From our experience, we know developing tourism activities in geographically far areas has been challenging due to the significant problem of accessibility from the capital and major cities. With this challenging situation, CHN has been actively working to develop and market community homestay circuits that work as a multi-day itinerary connecting different individual destinations and homestays to create a region-specific itinerary. This not only allows individual homestays clustered in the region to provide a joint product but also allows travelers to choose a dedicated multi-day itinerary that provides a full regional experience.

Along with the marketing and promotion campaigns, effective community tourism strategies involve community engagement, stakeholder collaboration, and capacity-building programs. Building resilient communities and developing sustainable tourism circuits in geographically remote areas are essential steps in ensuring the success of community tourism initiatives.

Community Tourism for a More Inclusive and Sustainable Future

Community tourism places a strong emphasis on preserving and showcasing local culture and traditions, safeguarding them from being diluted by mass tourism.

As we strive to develop climate and water-responsible and GEDSI-inclusive tourism in places like Dhankuta, we recognize the need for responsible destination-building. We are partnering with ICIMOD, Smart Paani, local NGOs, and governments to strengthen the capabilities of indigenous communities, as exemplified by the Aathpahariya Rais in Dhankuta.

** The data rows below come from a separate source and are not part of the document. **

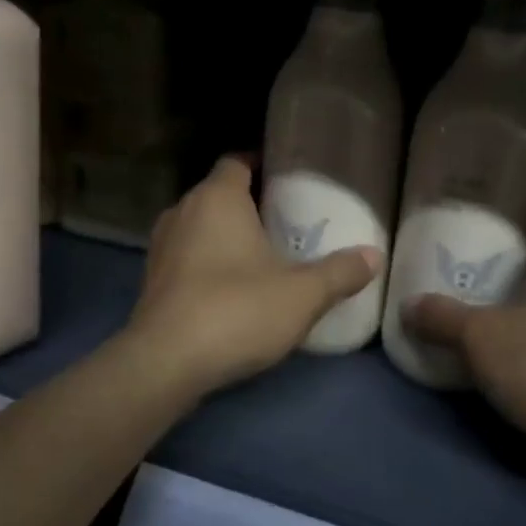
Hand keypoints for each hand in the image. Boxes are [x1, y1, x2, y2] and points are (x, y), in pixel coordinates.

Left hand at [127, 158, 379, 399]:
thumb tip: (374, 256)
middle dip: (248, 204)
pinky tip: (231, 289)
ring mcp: (160, 248)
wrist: (165, 363)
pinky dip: (207, 264)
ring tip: (261, 255)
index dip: (261, 164)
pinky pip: (186, 259)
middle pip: (218, 195)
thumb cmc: (237, 311)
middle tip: (285, 221)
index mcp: (216, 198)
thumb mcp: (302, 295)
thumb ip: (340, 272)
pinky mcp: (151, 282)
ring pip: (199, 228)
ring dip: (225, 237)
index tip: (288, 178)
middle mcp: (181, 212)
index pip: (236, 162)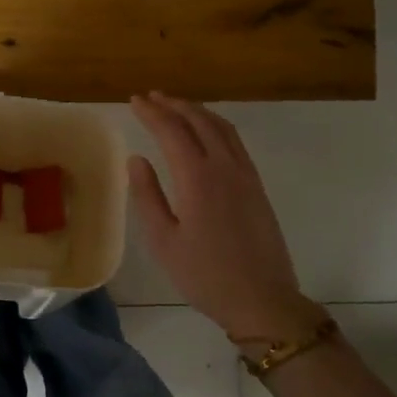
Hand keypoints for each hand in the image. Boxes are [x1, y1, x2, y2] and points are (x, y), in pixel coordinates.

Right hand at [128, 93, 323, 343]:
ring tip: (176, 106)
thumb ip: (148, 196)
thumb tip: (137, 159)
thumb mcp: (164, 241)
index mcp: (198, 178)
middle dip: (174, 105)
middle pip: (199, 121)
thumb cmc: (205, 275)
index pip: (171, 131)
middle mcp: (224, 167)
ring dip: (197, 111)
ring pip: (221, 127)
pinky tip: (207, 132)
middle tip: (151, 97)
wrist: (262, 299)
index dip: (151, 113)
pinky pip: (235, 142)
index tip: (134, 100)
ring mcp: (245, 174)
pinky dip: (216, 125)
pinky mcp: (257, 186)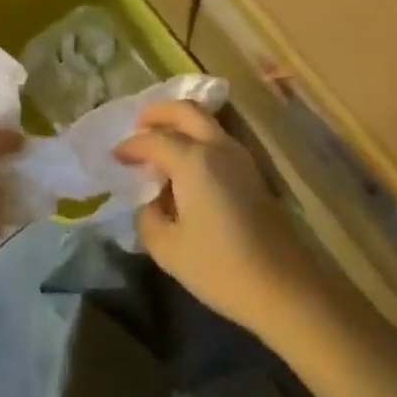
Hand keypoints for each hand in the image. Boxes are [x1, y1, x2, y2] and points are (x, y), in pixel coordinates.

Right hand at [113, 101, 320, 336]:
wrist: (283, 286)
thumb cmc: (220, 267)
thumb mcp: (167, 248)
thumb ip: (148, 217)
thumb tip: (151, 201)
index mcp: (194, 160)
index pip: (154, 140)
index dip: (130, 146)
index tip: (113, 157)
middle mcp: (219, 147)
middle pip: (187, 110)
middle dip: (159, 112)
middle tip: (138, 125)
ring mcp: (241, 158)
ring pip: (207, 122)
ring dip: (181, 124)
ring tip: (159, 144)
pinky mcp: (253, 173)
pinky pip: (218, 140)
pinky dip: (197, 139)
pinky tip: (184, 166)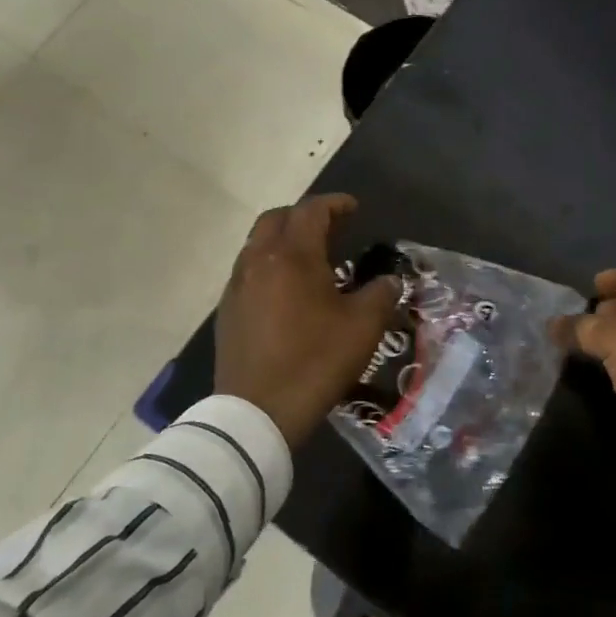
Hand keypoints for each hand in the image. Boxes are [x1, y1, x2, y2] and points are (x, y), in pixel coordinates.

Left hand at [213, 194, 401, 447]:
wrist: (258, 412)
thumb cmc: (316, 360)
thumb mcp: (364, 327)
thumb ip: (381, 294)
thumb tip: (388, 280)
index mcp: (293, 256)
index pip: (312, 211)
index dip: (335, 204)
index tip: (354, 208)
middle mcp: (258, 261)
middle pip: (277, 219)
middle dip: (304, 216)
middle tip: (332, 229)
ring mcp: (237, 286)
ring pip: (257, 245)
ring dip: (284, 241)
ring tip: (311, 259)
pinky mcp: (227, 312)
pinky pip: (249, 272)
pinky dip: (270, 267)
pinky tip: (287, 292)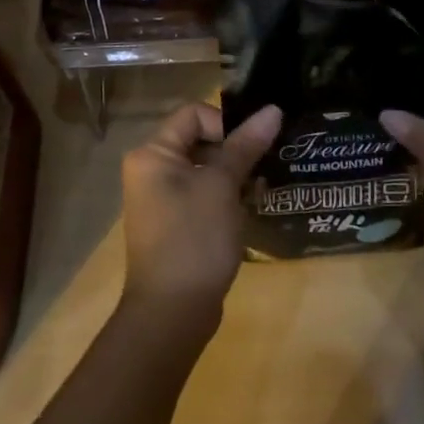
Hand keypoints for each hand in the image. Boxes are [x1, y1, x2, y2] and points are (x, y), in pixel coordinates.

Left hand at [119, 102, 282, 322]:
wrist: (172, 313)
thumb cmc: (194, 239)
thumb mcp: (223, 186)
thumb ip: (246, 145)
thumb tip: (273, 109)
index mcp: (152, 153)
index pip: (194, 114)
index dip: (226, 123)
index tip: (251, 148)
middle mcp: (150, 170)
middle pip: (199, 139)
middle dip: (234, 150)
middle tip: (263, 169)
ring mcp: (160, 198)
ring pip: (204, 168)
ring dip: (233, 175)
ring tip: (259, 191)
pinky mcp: (173, 223)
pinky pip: (201, 193)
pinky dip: (224, 196)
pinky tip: (248, 210)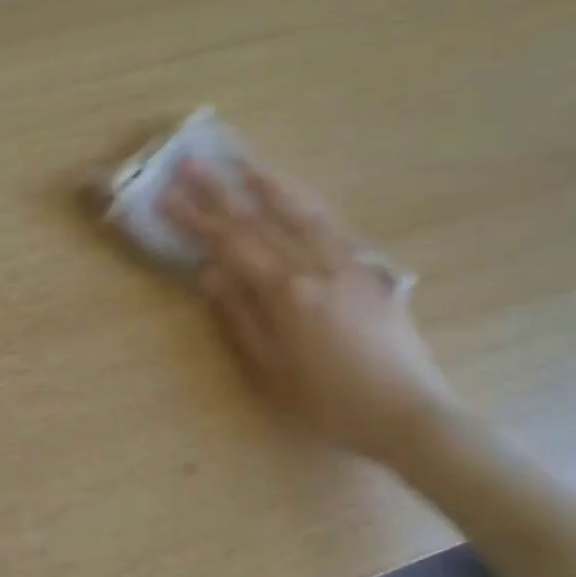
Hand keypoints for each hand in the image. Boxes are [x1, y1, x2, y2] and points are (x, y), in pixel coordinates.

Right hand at [163, 161, 457, 466]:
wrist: (408, 414)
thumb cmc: (330, 402)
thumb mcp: (271, 371)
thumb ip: (239, 318)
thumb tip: (209, 274)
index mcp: (286, 292)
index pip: (231, 244)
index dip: (195, 219)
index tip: (167, 196)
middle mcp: (316, 266)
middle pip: (262, 218)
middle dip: (222, 189)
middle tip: (194, 163)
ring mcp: (348, 263)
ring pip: (304, 211)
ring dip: (271, 184)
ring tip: (247, 164)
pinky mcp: (371, 270)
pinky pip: (333, 226)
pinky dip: (308, 205)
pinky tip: (298, 200)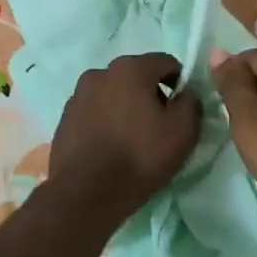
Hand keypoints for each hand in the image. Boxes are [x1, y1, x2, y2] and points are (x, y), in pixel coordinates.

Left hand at [47, 52, 202, 228]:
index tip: (182, 108)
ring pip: (113, 93)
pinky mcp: (64, 118)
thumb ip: (191, 103)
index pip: (165, 62)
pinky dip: (106, 121)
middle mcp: (99, 73)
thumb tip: (186, 94)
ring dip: (125, 107)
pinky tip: (110, 146)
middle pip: (136, 76)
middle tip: (159, 125)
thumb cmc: (140, 157)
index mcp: (130, 69)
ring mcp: (77, 95)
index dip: (180, 82)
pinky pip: (94, 111)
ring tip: (132, 138)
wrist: (87, 193)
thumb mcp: (183, 131)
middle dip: (151, 94)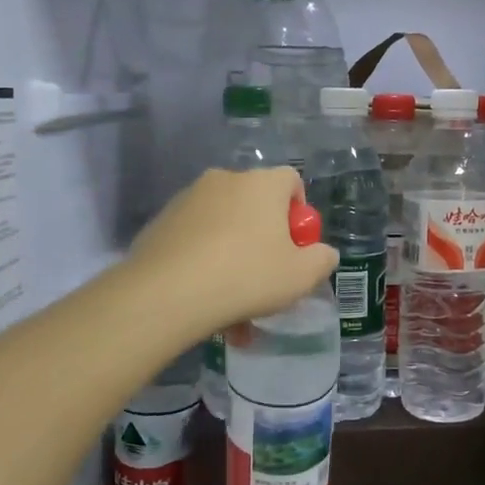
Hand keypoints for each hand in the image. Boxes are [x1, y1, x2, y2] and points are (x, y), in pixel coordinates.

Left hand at [128, 167, 338, 340]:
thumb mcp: (301, 277)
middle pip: (255, 204)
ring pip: (223, 226)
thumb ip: (322, 260)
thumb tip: (323, 253)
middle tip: (267, 276)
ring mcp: (188, 199)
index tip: (296, 246)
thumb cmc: (247, 276)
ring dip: (234, 256)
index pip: (291, 180)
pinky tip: (204, 299)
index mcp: (262, 184)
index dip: (299, 212)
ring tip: (234, 304)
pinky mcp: (161, 222)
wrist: (167, 293)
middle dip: (264, 238)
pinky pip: (195, 239)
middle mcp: (225, 180)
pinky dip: (204, 262)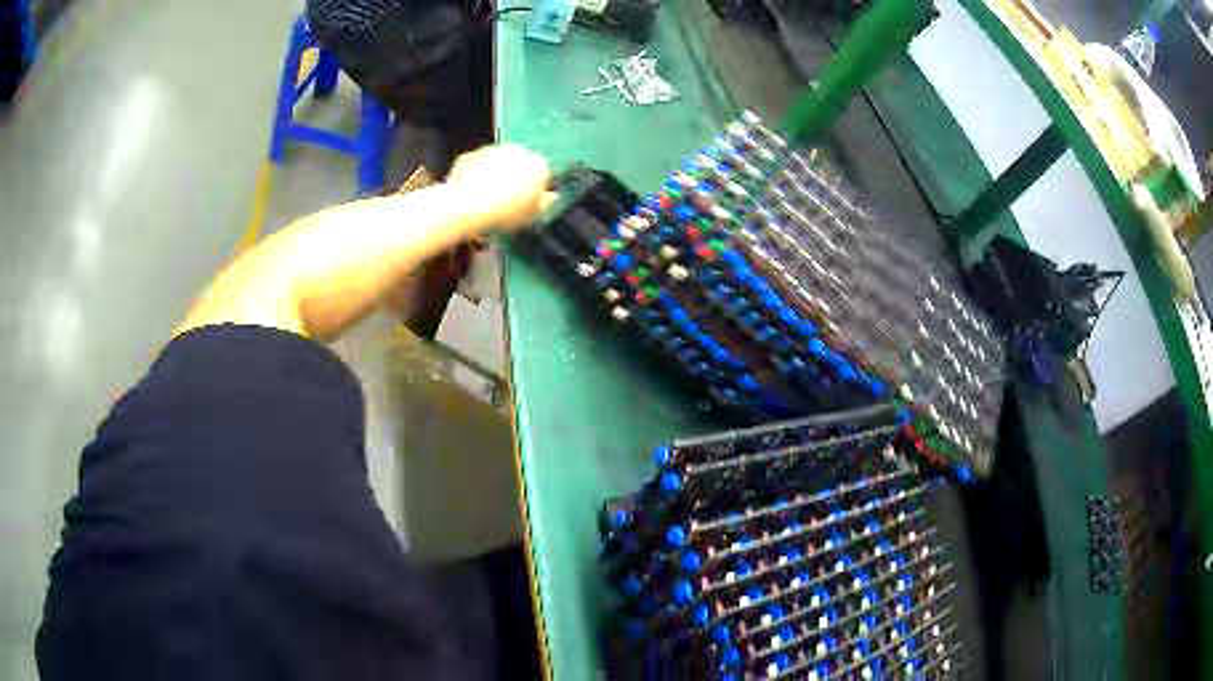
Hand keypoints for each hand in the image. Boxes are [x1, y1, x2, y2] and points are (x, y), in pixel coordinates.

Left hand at [446, 144, 550, 230]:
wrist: (466, 207)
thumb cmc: (503, 213)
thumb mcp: (530, 216)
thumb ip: (544, 204)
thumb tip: (549, 198)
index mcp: (538, 165)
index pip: (543, 174)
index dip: (535, 190)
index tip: (527, 203)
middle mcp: (518, 150)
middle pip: (520, 164)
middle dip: (515, 178)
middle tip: (506, 201)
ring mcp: (492, 150)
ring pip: (498, 162)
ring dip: (495, 175)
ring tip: (487, 199)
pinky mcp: (471, 155)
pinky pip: (477, 165)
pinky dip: (476, 175)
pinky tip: (472, 194)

Embracing community tourism is more than just a journey; it’s a commitment to a more sustainable and inclusive future for the travel industry. By cultivating new tourism destinations in lesser-known corners of Nepal, community tourism offers a harmonious blend of traveler experiences, economic upliftment, cultural preservation, and environmental conservation. So, as you plan your next adventure through the Himalayas, consider the hidden treasures of community tourism. By embracing this responsible path to travel, you’ll not only create unforgettable memories but also contribute to the sustainable development of local communities here in Nepal.

Thaili making at Panauti Community Homestay.